With McGuinty down in the polls, in February 2011 Chin left the OPA. In March 2011, the OPA issued another “competitive” request-for-proposals that gives every appearance of having been specifically targeted to extend the Air Miles contract. For example, the OPA set an eligibility criteria requiring that “The successful proponent will already have a sizeable database of reward program participants/members available that will be used to promote the OPA conservation campaign.”
Also in March 2011, Chin showed up as “VP for Incentives” at Air Miles for Social Change, an Air Miles affiliate.
The 2011 RFP could have been used to protect the OPA from conferring personal benefits to recent senior staff in a way that might be perceived as a conflict of interest. Section 4.1.1 of the RFP states “If, at the sole and absolute discretion of the OPA, the Proponent is found to be in a Conflict of Interest, the OPA may disqualify the Proposal submitted by the Proponent.” Instead, the OPA approved the RFP and the selection of Air Miles with Chin on the other side of the transaction.
The OPA outsourced compliance reporting for the Air Miles RFP to Knowles Consulting. In a report to the OPA, Knowles Consulting provided this opinion:
One of the Proponents is the incumbent provider of the services to be purchased through the RFP. In addition, an employee of the same Proponent was until recently employed by the OPA. OPA staff provided assurance that the former employee and Proponent had had no role in shaping the deliverables, evaluation criteria or any other part of the RFP; the former employee and Proponent exercised no influence over the OPA staff drafting the RFP or performing the evaluation; and, no Proponent obtained confidential information of any kind and therefore no Proponent was in a position to derive an unfair competitive advantage in this RFP process from confidential information.
With this clearance in hand, in April 2011, the OPA extend its deal with Air Miles. The current deal extends until March 31, 2015.
In July 2011, Tyler Hamilton, a Toronto Star journalist then taking government cash under the table to promote its smart grid agenda, published a “news” report in the Toronto Star extolling the relationship between Air Miles and the OPA. As usual, Hamilton failed to disclose to his readers his then ongoing financial relation with the Ontario government energy programs.
As revealed through the gas scandal disclosures, in November 2010 Chin had proposed that Hamilton be “engaged for central” to aid with rebutting criticism of the government’s Green Energy and Green Economy Act.
In September 2011, Air Miles sponsored Tyler’s book launch for his book “Mad Like Tesla”. Chin emceed the event, describing Tyler as a crack investigative reporter whose probing question Chin, while in the Premier’s Office, “never wanted to answer.” Chin also described Hamilton’s journalism as part of the intellectual foundation for Ontario’s Green Energy and Green Economy Act.
Ben Chin’s electricity career helps to illuminate the real purposes driving those with their hands on the levers of power in Ontario’s electricity system.
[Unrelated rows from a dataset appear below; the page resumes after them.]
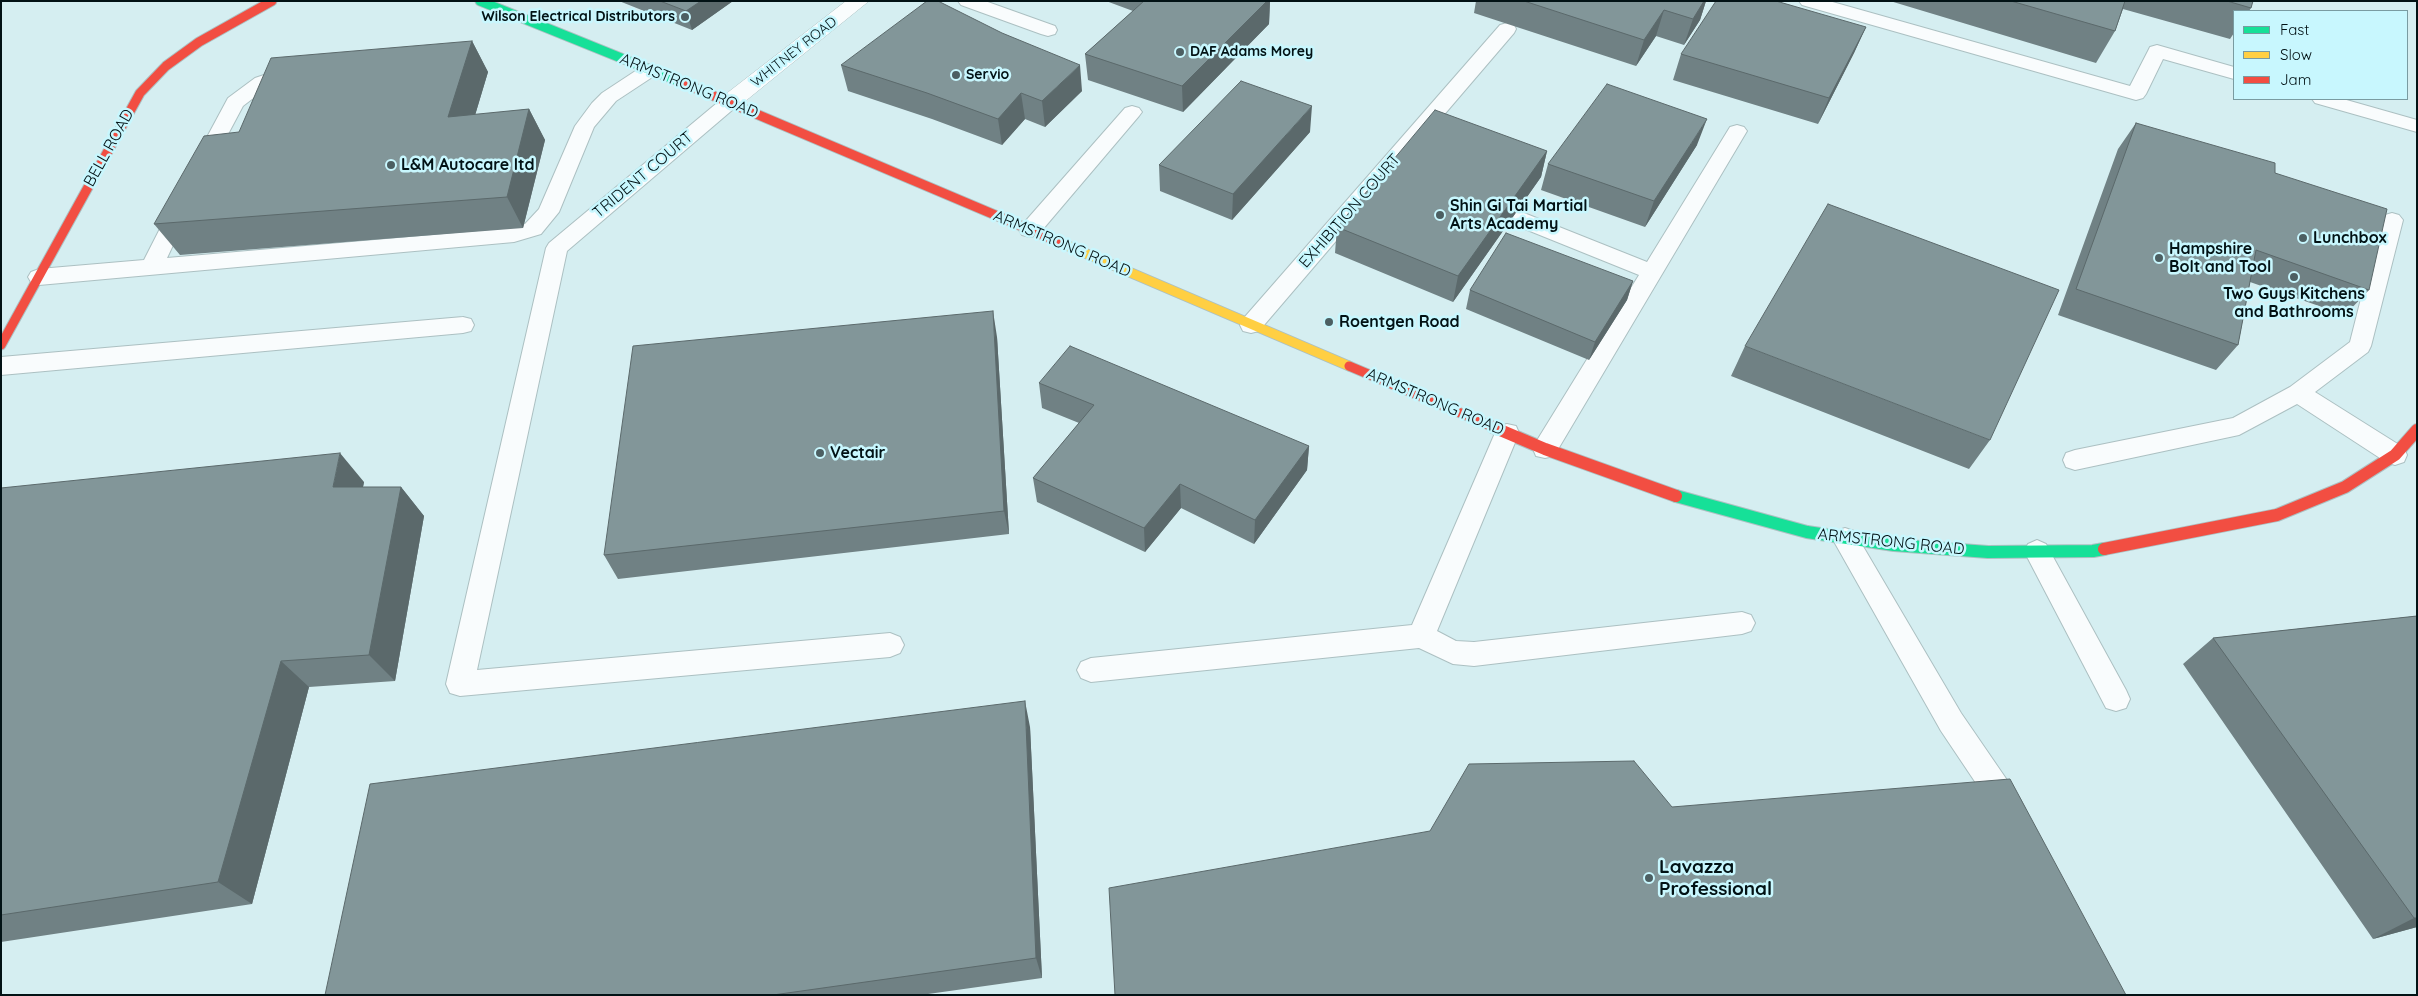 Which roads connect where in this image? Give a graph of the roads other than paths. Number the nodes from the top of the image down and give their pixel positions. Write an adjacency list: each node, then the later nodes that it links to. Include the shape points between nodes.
1 (272, 1): 21 (street, BELL ROAD, via 199,42 166,66 140,93)
2 (480, 1): 8 (street, ARMSTRONG ROAD)
3 (859, 1): 12 (street, WHITNEY ROAD)
4 (967, 1): 6 (lane)
5 (1808, 1): 10 (lane, via 2136,94 2158,51)
6 (1048, 30)
7 (1507, 30): 23 (lane, EXHIBITION COURT)
8 (650, 70): 12 (street, ARMSTRONG ROAD); 19 (lane, via 608,97 598,108 585,126 548,212 534,229 514,235)
9 (309, 73): 19 (lane, via 280,76 262,82 235,102)
10 (2233, 73)
11 (2326, 100): 14 (lane)
12 (730, 102): 18 (street, ARMSTRONG ROAD); 36 (lane, TRIDENT COURT, via 557,248 460,684)
13 (1132, 112): 18 (lane)
14 (2417, 126)
15 (1737, 131): 20 (lane)
16 (1517, 218): 20 (lane)
17 (2392, 220): 26 (lane, via 2360,346)
18 (1030, 230): 23 (street, ARMSTRONG ROAD)
19 (152, 267): 21 (lane)
20 (1652, 272): 29 (lane)
21 (39, 277): 24 (street, BELL ROAD)
22 (463, 324): 25 (lane)
23 (1251, 324): 28 (street, ARMSTRONG ROAD)
24 (1, 345)
25 (1, 366)
26 (2298, 393): 30 (lane); 31 (lane, via 2239,426)
27 (2417, 430): 30 (street, ARMSTRONG ROAD)
28 (1508, 433): 29 (street, ARMSTRONG ROAD); 35 (lane)
29 (1545, 449): 32 (street, ARMSTRONG ROAD, via 1690,501 1807,532)
30 (2395, 455): 33 (street, ARMSTRONG ROAD, via 2345,487 2277,515 2093,551)
31 (2075, 460)
32 (1845, 538): 33 (street, ARMSTRONG ROAD, via 1988,552); 39 (lane, via 1950,722 2005,798)
33 (2037, 551): 38 (lane)
34 (1742, 623): 35 (lane, via 1474,654 1453,652)
35 (1421, 636): 37 (lane)
36 (890, 645)
37 (1091, 670)
38 (2116, 699)
39 (2022, 832)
Practical solutions to Ontario’s energy problems were never the focus for the team Chin played for. Weaving his way around the in-house and outsourced government sector, Chin was engineering a conservation PR culture. At the same time as the “Count Me In” program was being formulated, Ontario was establishing itself as a massive electricity exporter, selling enough discounted and often free power to neighbouring jurisdictions to power substantial cities. To the extent that the conservation promotions and subsidies Chin worked on actually reduced usage in Ontario, the benefits were mostly captured by neighbour utilities. The conservation PR that Chin was engineering was focused on a different kind of power.